A German passport (, ) is an identity document issued to nationals (for example, G01E) of Germany for the purpose of international travel. A German passport is, besides the German ID card and the German Emergency Travel Document (called "Reiseausweis als Passersatz"), the only other officially recognised document that German authorities will routinely accept as proof of identity from German citizens. Besides serving as proof of identity and presumption of German nationality, they facilitate the process of securing assistance from German consular officials abroad (or other EU members in the case that a German consular facility is absent). German passports are valid for ten years (for people over the age of 24) or six years (for people under the age of 24) and share the standardised layout and burgundy red design with other EU passports. Every German citizen is also a citizen of the European Union. The passport, along with the national identity card, allows for free rights of movement and residence in any of the states of the European Union, European Economic Area and Switzerland.

History
The first passport regulations of what nowadays constitute Germany were first enacted by the North German Confederation on 12 October 1867.

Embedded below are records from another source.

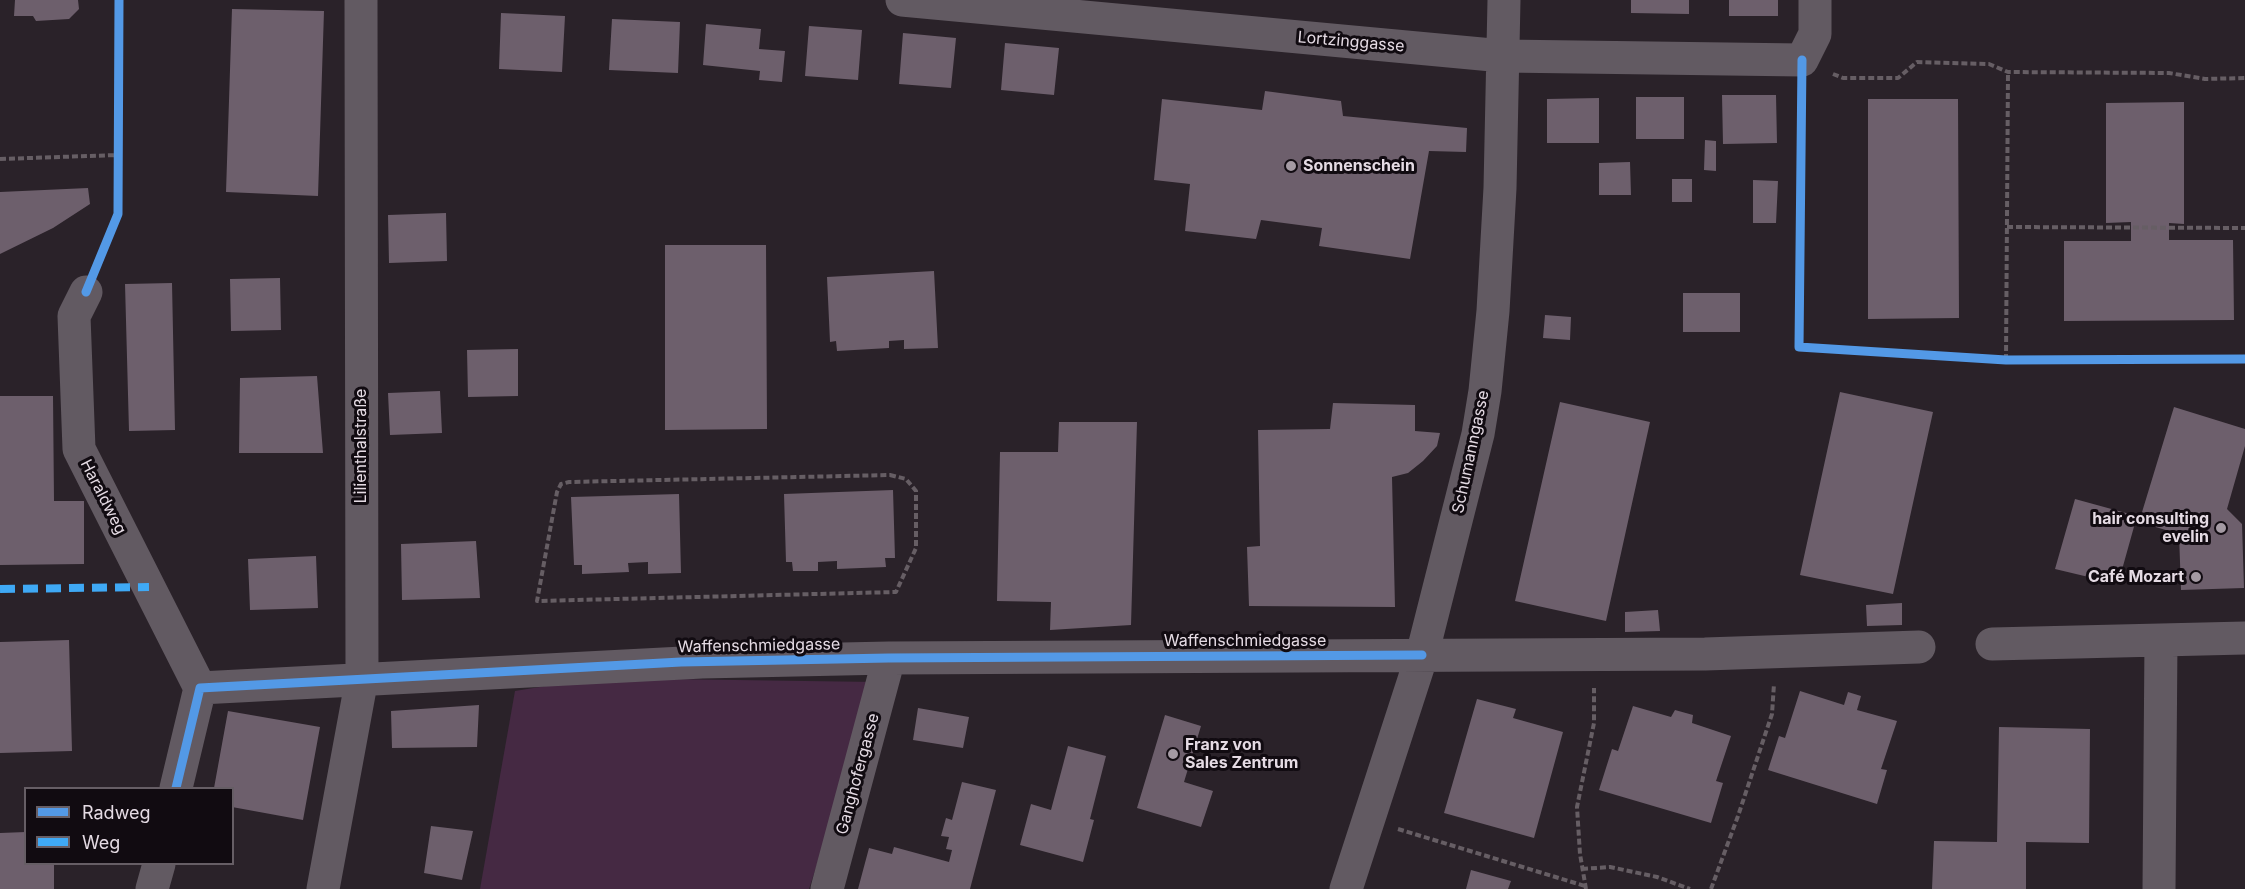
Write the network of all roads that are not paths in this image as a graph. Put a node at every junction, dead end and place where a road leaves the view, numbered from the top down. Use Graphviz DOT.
graph roads {
  1 [pos="361,0"];
  2 [pos="902,0"];
  3 [pos="1504,0"];
  4 [pos="1815,0"];
  5 [pos="1503,56"];
  6 [pos="86,292"];
  7 [pos="2245,638"];
  8 [pos="2162,640"];
  9 [pos="1992,644"];
  10 [pos="1919,647"];
  11 [pos="1422,655"];
  12 [pos="889,658"];
  13 [pos="362,678"];
  14 [pos="200,688"];
  15 [pos="176,787"];
  16 [pos="159,865"];
  17 [pos="152,889"];
  18 [pos="323,889"];
  19 [pos="827,889"];
  20 [pos="1346,889"];
  21 [pos="2159,889"];
  1 -- 13 [label="street, Lilienthalstraße"];
  2 -- 5 [label="street, Lortzinggasse"];
  3 -- 5 [label="street, Schumanngasse"];
  4 -- 5 [label="street, Lortzinggasse"];
  5 -- 11 [label="street, Schumanngasse"];
  6 -- 14 [label="street, Haraldweg"];
  7 -- 8 [label="street"];
  8 -- 9 [label="street"];
  8 -- 21 [label="street"];
  10 -- 11 [label="street, Waffenschmiedgasse"];
  11 -- 12 [label="street, Waffenschmiedgasse"];
  11 -- 20 [label="street, Schumanngasse"];
  12 -- 13 [label="street, Waffenschmiedgasse"];
  12 -- 19 [label="street, Ganghofergasse"];
  13 -- 14 [label="street, Waffenschmiedgasse"];
  13 -- 18 [label="street, Lilienthalstraße"];
  14 -- 15 [label="street"];
  16 -- 17 [label="street"];
}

During the First World War and in the interwar period thereafter, supplementary ordinances were issued on the obligation for German citizens to possess a passport. This determined that a visa was required for entry and exit. Passports issued until the end of 1922 were only valid for one year; they could not be renewed after the introduction of the new model after 1923. The Bekanntmachung zur Ausführung der Paßverordnung as enacted on 4 June 1924 stipulated that only the new type in the form of a 15½ x 10½ cm booklet could be used. Entry and exit visas were also abolished. Such passports, which could only be issued to citizens of the Reich, were now valid for two years. The fee was set at 5 RM in 1924. They could be extended for a total period of five years, by one year each. Service passports also followed this pattern. However, their covers were green instead of the otherwise used grey covers. Diplomatic and ministerial passports continued to be issued in sheet form until further notice. Identity cards, which could also be issued to foreigners who could not obtain a passport in their native countries, were regarded as a full-fledged passport replacement. Such documents were valid for one year and could be extended for another year. The fee was set at 10 RM in 1924. These identity cards were also considered to be precursors of the Nansen passport.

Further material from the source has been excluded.